The statement goes after this into some further details, which are unimportant as regards the general reader, and is signed by the four native friends who were with Madame Blavatsky at the time the plaster portrait was broken. A postcript, signed by three other persons, adds that these three came in shortly after the actual breakage, and found the rest of the party trying to arrange the fragments on the table.

It will be understood, of course, but I may as well explicitly state, that the evening to which the above narrative relates was the same on which I found Mr. -----'s note inside my telegram at Allahabad, and the missing piece of the cast in my drawer; and no appreciable time appears to have elapsed between the breakage of the cast at Bombay and the delivery of the piece at Allahabad, for though I did not note the exact minute at which I found the fragment -- and, indeed, it may have been already in my drawer for some little time before I came home -- the time was certainly between seven and eight, probably about half-past seven or a quarter to eight. And there is nearly half an hour's difference of longitude between Bombay and Allahabad, so that seven at Bombay would be nearly half-past at Allahabad. Evidently, therefore, the plaster fragment, weighing two or three ounces, was really brought from Bombay to Allahabad, to all intents and purposes, instantaneously. That it was veritably the actual piece missing from the cast broken at Bombay was proved a few days later, for all the remaining pieces at Bombay were carefully packed up and sent to me, and the fractured edges of my fragment fitted exactly into those of the defective corner, so that I was enabled to arrange the pieces all together again and complete the cast.
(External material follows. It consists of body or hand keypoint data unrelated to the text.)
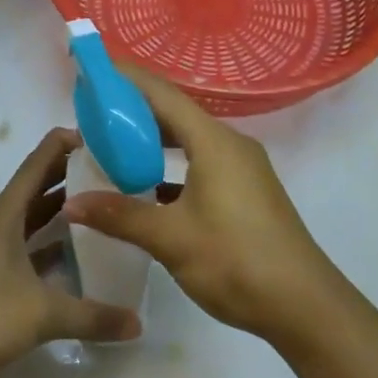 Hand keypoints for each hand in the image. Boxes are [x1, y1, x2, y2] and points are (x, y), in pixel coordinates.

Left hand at [0, 128, 141, 377]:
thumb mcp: (42, 315)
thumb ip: (93, 317)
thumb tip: (138, 323)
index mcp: (4, 215)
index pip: (38, 163)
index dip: (66, 144)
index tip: (103, 138)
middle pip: (36, 186)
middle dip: (71, 174)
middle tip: (113, 170)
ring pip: (30, 217)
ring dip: (60, 209)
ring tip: (100, 205)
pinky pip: (24, 244)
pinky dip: (48, 242)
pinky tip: (75, 255)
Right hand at [63, 67, 342, 344]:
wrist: (305, 307)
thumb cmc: (236, 260)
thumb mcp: (171, 238)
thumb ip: (120, 216)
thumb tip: (72, 204)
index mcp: (214, 142)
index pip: (162, 94)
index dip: (126, 79)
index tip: (94, 70)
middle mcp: (230, 145)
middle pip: (175, 114)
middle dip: (134, 110)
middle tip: (92, 112)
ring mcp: (242, 169)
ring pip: (189, 141)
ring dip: (152, 141)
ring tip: (112, 145)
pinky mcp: (246, 192)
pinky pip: (201, 163)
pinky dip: (171, 166)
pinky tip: (146, 187) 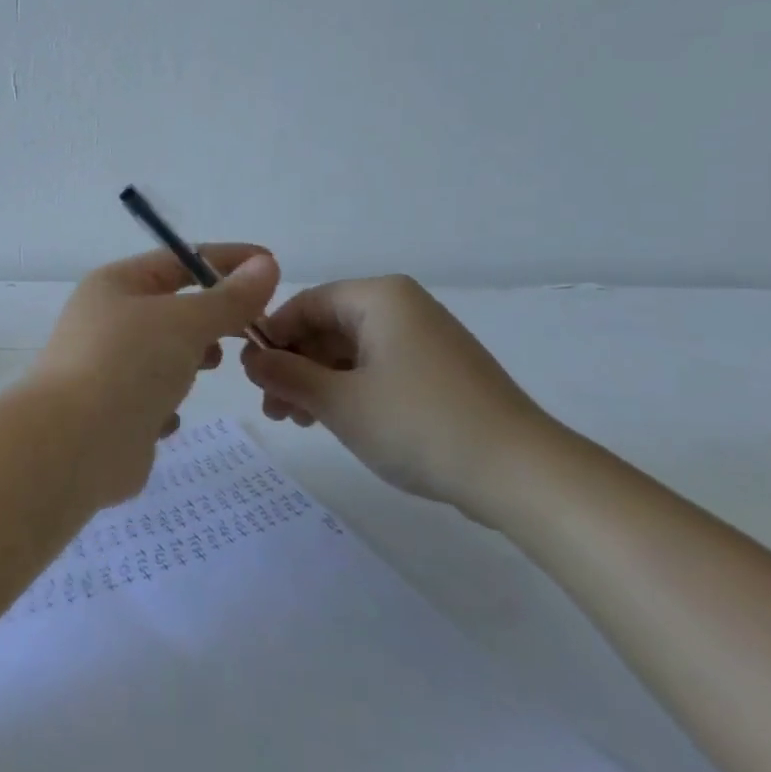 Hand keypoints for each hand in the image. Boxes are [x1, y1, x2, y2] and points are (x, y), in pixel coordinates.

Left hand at [28, 244, 279, 508]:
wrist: (73, 445)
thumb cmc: (127, 365)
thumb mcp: (185, 321)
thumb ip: (229, 298)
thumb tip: (265, 265)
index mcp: (115, 285)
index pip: (178, 260)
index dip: (225, 260)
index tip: (271, 265)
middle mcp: (106, 321)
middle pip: (173, 308)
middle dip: (212, 316)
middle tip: (254, 328)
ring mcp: (107, 368)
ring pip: (164, 354)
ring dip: (192, 358)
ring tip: (213, 365)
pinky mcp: (113, 413)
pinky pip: (152, 398)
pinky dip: (168, 403)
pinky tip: (171, 415)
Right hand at [240, 275, 556, 519]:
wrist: (520, 473)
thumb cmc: (419, 424)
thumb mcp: (339, 401)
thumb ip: (287, 376)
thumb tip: (251, 360)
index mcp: (379, 298)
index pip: (306, 303)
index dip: (272, 337)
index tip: (250, 375)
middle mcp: (402, 308)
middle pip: (328, 327)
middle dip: (294, 365)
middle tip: (272, 408)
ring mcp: (424, 340)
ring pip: (350, 352)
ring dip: (317, 382)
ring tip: (296, 421)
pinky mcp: (438, 372)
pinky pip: (378, 369)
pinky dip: (349, 391)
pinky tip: (333, 421) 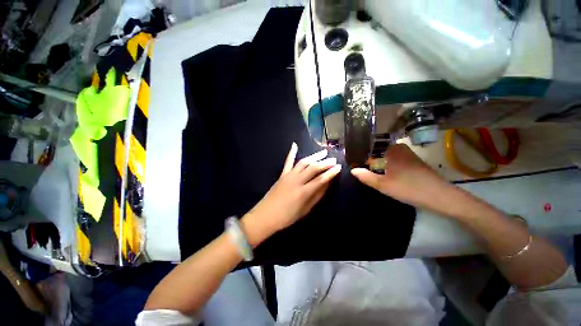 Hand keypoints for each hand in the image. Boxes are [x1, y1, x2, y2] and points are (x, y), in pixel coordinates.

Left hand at [242, 142, 341, 245]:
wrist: (265, 216)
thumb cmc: (287, 217)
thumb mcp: (305, 210)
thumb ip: (317, 196)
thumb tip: (326, 184)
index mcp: (303, 192)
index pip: (321, 179)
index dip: (331, 173)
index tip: (339, 167)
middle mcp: (296, 181)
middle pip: (313, 168)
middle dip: (325, 163)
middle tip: (334, 160)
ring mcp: (288, 176)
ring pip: (303, 162)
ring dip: (314, 156)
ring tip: (323, 153)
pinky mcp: (282, 174)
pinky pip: (288, 162)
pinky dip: (291, 153)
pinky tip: (294, 145)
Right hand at [350, 144, 451, 211]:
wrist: (440, 197)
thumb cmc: (408, 188)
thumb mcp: (382, 185)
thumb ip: (366, 177)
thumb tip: (353, 170)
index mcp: (392, 150)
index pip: (371, 149)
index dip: (363, 157)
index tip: (358, 165)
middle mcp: (400, 149)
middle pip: (379, 152)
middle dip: (372, 161)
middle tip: (366, 172)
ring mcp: (409, 155)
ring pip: (388, 157)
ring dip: (381, 165)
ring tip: (374, 175)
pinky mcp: (414, 162)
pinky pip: (396, 161)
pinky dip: (390, 166)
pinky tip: (389, 176) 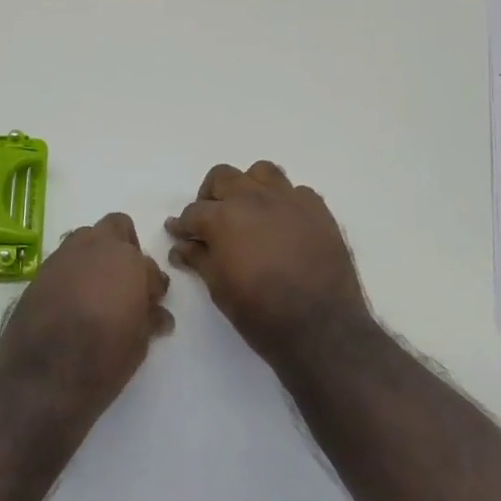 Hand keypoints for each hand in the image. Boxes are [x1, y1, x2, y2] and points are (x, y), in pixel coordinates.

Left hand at [0, 213, 173, 413]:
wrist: (42, 378)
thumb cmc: (102, 359)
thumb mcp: (139, 343)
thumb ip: (149, 317)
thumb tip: (157, 313)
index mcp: (127, 260)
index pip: (149, 265)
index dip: (152, 285)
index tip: (151, 304)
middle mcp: (95, 248)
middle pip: (116, 228)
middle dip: (125, 248)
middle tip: (126, 283)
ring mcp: (63, 257)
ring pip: (86, 239)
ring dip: (96, 257)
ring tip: (97, 291)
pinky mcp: (39, 273)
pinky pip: (64, 261)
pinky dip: (72, 273)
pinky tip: (72, 302)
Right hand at [166, 162, 370, 366]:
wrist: (321, 328)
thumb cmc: (260, 313)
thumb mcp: (219, 289)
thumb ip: (199, 259)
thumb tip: (181, 246)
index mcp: (223, 217)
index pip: (193, 212)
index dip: (183, 225)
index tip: (179, 234)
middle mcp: (253, 197)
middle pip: (223, 177)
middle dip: (211, 196)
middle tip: (212, 221)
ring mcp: (288, 199)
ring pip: (261, 172)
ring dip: (249, 187)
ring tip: (249, 211)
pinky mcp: (318, 209)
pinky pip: (295, 191)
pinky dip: (284, 202)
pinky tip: (284, 224)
The shrewd reader -- of the class of persons who would never have been "taken in" by the man who sold sovereigns on Waterloo Bridge -- will laugh at the whole story. A lump of plaster of Paris sent a distance of eight hundred miles across India in the wink of an eye by the willpower of somebody Heaven knows where at the time -- probably in Tibet! The shrewd person could not manage the feat himself, so he is convinced that nobody else could, and that the event never occurred. Rather believe that the seven witnesses at Bombay and the present writer are telling a pack of lies than that there can be anyone living in the world who knows secrets of Nature, and can employ forces of Nature that shrewd persons of the Times- reading, "Jolly Bank-holiday, three-penny bus young man" type know nothing about. Some friends of mine, criticising the first edition of this book, have found fault with me for not adopting a more respectful and conciliatory tone towards scientific scepticism when confronting the world with allegations of the kind these pages contain. But I fail to see any motive for hypocrisy in the matter. A great number of intelligent people in these days are shaking themselves free at once from the fetters of materialism forged by modern science and the entangled superstition of ecclesiastics, resolved that the Church herself, with all her mummeries, shall fail to make them irreligious; that science itself, with all its conceit, shall not blind them to the possibilities of Nature. These are the people who will understand my narrative and the sublimity of the revelations it embodies. But all people who have been either thoroughly enslaved by dogma, or thoroughly materialised by modern science, have finally lost some faculties, and will be unable to apprehend facts that do not fit in with their preconceived ideas. They will mistake their own intellectual deficiencies for inherent impossibility of occurrence on the part of the fact described; they will be very rude in thought and speech towards persons of superior intuition, who do find themselves able to believe and, in a certain sense, to understand; and it seems to me that the time has come for letting the commonplace scoffers realise plainly that in the estimation of their more enlightened contemporaries they do indeed seem a Beotian herd, in which the better educated and the lesser educated -- the orthodox savant and the city clerk -- differ merely in degree and not in kind.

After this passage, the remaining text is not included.